◆ **Work to complete**:
Among the entries that follow, count the lines with the word "Bettino" and report the number by itself.

◆ **Information given**:

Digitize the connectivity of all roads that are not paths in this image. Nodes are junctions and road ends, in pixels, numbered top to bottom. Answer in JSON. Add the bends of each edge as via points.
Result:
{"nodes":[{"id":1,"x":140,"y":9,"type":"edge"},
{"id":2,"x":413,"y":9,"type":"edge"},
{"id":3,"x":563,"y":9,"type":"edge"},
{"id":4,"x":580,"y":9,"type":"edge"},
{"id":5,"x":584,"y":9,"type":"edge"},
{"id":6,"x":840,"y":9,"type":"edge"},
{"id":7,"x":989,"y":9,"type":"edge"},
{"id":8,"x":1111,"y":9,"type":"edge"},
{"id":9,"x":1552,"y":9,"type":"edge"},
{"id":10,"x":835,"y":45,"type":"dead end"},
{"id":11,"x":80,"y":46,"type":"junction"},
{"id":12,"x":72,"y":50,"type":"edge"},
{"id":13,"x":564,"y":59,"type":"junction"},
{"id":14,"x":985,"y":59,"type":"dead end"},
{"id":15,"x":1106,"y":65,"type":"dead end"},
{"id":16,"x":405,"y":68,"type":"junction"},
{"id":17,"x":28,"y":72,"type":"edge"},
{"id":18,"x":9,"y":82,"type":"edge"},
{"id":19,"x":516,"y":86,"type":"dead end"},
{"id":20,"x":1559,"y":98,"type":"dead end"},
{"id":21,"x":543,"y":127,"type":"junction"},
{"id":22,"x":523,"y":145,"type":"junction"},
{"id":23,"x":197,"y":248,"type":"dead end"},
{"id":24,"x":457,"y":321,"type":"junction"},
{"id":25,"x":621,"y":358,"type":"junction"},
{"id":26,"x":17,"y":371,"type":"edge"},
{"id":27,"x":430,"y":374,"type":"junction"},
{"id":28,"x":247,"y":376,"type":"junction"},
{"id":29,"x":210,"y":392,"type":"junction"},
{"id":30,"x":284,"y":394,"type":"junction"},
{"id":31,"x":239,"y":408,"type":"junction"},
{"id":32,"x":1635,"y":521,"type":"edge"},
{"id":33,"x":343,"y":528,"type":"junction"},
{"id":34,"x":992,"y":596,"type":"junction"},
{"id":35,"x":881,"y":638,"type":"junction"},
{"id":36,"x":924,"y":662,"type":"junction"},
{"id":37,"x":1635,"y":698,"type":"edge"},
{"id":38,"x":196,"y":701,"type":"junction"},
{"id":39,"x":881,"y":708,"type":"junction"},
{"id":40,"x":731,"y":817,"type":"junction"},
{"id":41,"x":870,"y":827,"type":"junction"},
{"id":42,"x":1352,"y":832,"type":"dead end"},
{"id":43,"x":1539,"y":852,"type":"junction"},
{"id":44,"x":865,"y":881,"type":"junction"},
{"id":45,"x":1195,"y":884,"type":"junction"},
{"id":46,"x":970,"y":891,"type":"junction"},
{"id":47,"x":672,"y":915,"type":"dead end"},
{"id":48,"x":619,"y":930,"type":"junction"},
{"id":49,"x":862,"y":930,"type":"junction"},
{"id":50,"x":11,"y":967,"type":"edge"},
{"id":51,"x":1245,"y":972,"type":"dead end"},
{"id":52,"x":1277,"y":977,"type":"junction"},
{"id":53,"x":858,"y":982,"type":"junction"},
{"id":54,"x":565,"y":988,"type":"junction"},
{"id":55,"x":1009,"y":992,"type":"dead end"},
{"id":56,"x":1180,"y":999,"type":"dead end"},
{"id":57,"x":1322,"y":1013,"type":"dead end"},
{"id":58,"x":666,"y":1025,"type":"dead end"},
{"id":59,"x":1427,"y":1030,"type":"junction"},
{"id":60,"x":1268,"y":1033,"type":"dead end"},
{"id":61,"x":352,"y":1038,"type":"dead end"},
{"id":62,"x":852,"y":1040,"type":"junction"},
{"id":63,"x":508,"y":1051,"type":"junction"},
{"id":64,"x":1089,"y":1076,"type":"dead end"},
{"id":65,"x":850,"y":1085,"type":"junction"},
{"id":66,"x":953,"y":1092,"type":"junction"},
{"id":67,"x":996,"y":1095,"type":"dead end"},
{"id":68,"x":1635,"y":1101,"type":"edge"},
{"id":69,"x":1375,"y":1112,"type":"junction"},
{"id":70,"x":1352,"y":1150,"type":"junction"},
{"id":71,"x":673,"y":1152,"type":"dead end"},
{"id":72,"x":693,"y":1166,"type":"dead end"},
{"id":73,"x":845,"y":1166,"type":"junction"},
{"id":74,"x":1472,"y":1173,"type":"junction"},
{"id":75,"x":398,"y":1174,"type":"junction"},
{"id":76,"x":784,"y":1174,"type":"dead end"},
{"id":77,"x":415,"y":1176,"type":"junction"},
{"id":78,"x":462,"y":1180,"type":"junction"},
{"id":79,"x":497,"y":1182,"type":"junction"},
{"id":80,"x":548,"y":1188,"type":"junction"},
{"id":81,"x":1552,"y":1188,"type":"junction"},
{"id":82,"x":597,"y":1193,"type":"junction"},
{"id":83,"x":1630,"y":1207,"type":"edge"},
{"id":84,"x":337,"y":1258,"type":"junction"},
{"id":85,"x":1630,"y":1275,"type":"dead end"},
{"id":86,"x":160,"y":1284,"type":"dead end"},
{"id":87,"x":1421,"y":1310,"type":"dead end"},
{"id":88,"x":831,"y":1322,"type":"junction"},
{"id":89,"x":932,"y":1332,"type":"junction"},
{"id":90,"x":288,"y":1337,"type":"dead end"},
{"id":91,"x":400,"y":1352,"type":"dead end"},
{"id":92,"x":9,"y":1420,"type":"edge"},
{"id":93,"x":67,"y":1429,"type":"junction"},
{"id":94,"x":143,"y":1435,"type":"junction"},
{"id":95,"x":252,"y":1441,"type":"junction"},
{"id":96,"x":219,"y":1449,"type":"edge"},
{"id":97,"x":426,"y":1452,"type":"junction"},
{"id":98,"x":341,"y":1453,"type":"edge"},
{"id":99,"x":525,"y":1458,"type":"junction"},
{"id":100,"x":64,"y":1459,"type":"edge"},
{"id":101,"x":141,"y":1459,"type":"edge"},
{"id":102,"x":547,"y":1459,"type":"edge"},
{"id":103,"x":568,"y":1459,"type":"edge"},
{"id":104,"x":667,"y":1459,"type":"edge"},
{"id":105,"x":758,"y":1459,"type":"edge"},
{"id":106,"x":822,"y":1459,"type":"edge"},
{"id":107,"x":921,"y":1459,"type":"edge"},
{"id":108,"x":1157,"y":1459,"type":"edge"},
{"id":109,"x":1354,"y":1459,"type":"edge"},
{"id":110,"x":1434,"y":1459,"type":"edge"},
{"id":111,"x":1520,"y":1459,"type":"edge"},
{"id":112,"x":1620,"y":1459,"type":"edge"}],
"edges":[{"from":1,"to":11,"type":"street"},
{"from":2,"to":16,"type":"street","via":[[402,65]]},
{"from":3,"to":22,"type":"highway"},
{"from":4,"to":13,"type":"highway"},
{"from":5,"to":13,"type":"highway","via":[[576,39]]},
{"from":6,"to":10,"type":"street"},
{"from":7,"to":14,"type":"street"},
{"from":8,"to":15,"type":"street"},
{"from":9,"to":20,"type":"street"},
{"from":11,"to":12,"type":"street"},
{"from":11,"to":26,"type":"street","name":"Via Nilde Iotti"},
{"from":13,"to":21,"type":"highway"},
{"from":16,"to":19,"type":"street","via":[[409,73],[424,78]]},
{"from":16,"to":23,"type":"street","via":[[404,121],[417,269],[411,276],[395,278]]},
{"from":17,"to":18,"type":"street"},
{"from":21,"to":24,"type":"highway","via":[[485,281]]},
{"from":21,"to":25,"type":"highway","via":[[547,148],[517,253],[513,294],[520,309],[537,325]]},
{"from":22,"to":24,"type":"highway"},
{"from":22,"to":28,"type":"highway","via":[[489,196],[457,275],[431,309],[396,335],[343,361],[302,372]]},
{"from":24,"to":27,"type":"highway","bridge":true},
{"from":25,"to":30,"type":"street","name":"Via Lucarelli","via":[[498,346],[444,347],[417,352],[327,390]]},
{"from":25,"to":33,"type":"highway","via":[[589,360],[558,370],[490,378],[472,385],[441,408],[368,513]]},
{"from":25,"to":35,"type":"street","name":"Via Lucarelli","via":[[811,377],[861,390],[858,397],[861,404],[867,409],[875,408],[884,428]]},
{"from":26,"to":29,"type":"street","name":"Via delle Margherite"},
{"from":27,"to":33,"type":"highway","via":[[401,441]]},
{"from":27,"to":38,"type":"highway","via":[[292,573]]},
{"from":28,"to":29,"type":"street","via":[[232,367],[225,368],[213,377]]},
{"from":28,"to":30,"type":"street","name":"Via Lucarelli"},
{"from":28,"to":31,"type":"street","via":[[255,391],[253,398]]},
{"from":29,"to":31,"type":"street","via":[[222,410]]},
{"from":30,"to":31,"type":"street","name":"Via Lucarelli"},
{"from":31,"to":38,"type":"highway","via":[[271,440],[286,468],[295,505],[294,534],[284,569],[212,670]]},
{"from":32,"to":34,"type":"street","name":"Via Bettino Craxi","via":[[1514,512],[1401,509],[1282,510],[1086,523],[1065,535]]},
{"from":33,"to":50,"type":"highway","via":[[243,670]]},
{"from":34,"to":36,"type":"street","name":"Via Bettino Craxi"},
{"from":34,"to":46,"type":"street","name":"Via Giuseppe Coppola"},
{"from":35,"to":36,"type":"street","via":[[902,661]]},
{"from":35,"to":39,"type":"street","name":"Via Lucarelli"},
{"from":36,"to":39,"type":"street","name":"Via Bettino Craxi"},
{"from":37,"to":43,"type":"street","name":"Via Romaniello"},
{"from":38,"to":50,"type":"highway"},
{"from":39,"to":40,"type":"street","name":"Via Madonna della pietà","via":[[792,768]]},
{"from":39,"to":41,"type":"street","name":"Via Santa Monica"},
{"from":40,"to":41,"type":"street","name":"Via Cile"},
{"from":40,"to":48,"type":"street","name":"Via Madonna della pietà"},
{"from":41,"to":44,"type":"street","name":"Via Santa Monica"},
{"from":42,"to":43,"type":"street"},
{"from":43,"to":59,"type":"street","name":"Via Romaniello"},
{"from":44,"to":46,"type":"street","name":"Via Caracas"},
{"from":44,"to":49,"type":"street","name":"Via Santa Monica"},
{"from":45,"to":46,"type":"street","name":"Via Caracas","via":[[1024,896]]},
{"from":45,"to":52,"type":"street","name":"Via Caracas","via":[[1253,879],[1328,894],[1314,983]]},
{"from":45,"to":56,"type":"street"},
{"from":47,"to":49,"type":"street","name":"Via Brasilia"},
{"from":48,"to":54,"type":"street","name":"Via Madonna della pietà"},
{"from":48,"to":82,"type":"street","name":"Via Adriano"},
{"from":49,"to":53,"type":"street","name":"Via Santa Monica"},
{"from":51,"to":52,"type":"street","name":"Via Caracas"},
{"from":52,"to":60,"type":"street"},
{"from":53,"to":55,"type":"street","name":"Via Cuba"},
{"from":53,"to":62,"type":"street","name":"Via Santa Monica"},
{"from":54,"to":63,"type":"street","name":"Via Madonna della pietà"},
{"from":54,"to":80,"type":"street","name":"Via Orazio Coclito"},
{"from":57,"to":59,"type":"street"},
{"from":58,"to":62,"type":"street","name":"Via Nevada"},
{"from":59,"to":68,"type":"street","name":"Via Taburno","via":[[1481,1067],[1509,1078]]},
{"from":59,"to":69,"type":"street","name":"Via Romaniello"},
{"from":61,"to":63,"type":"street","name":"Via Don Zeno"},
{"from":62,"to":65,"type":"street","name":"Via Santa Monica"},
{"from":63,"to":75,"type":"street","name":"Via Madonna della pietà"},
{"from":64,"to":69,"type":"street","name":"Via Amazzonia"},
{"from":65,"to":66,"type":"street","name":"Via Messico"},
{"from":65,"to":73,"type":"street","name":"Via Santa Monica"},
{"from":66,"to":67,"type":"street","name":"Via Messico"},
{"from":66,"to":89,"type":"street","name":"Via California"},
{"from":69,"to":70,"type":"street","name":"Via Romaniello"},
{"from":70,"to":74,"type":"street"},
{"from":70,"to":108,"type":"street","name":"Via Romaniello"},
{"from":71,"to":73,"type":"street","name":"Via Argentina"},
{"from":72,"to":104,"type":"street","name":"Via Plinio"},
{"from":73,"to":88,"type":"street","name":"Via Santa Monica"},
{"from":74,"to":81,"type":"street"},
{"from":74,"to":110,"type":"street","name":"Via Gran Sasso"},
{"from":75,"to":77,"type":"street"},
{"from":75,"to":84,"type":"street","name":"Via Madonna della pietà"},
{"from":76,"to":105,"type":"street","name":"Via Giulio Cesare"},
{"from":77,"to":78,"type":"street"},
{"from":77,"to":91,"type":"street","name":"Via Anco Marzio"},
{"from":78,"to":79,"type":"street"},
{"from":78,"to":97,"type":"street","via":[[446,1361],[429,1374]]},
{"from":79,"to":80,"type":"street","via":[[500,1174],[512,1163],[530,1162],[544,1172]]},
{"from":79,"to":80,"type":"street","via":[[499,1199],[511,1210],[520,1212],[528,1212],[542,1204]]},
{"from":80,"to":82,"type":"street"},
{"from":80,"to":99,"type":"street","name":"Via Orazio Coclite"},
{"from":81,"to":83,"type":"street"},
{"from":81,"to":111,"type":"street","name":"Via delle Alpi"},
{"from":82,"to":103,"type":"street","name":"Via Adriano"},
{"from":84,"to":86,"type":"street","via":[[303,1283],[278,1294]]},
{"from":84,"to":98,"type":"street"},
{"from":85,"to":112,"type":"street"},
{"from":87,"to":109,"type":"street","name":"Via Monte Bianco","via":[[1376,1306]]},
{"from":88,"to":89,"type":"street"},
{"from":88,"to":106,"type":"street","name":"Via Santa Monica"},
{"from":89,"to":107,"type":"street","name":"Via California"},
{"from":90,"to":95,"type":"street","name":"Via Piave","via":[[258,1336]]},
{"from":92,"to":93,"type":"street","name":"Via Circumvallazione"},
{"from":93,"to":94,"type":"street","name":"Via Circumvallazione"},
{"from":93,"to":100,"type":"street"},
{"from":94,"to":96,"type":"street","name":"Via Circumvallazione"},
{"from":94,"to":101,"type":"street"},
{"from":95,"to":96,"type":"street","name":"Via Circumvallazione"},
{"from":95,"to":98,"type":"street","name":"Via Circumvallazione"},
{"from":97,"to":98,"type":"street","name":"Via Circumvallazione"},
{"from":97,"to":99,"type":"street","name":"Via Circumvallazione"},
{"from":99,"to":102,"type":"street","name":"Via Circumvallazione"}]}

◆ **Result below**:
3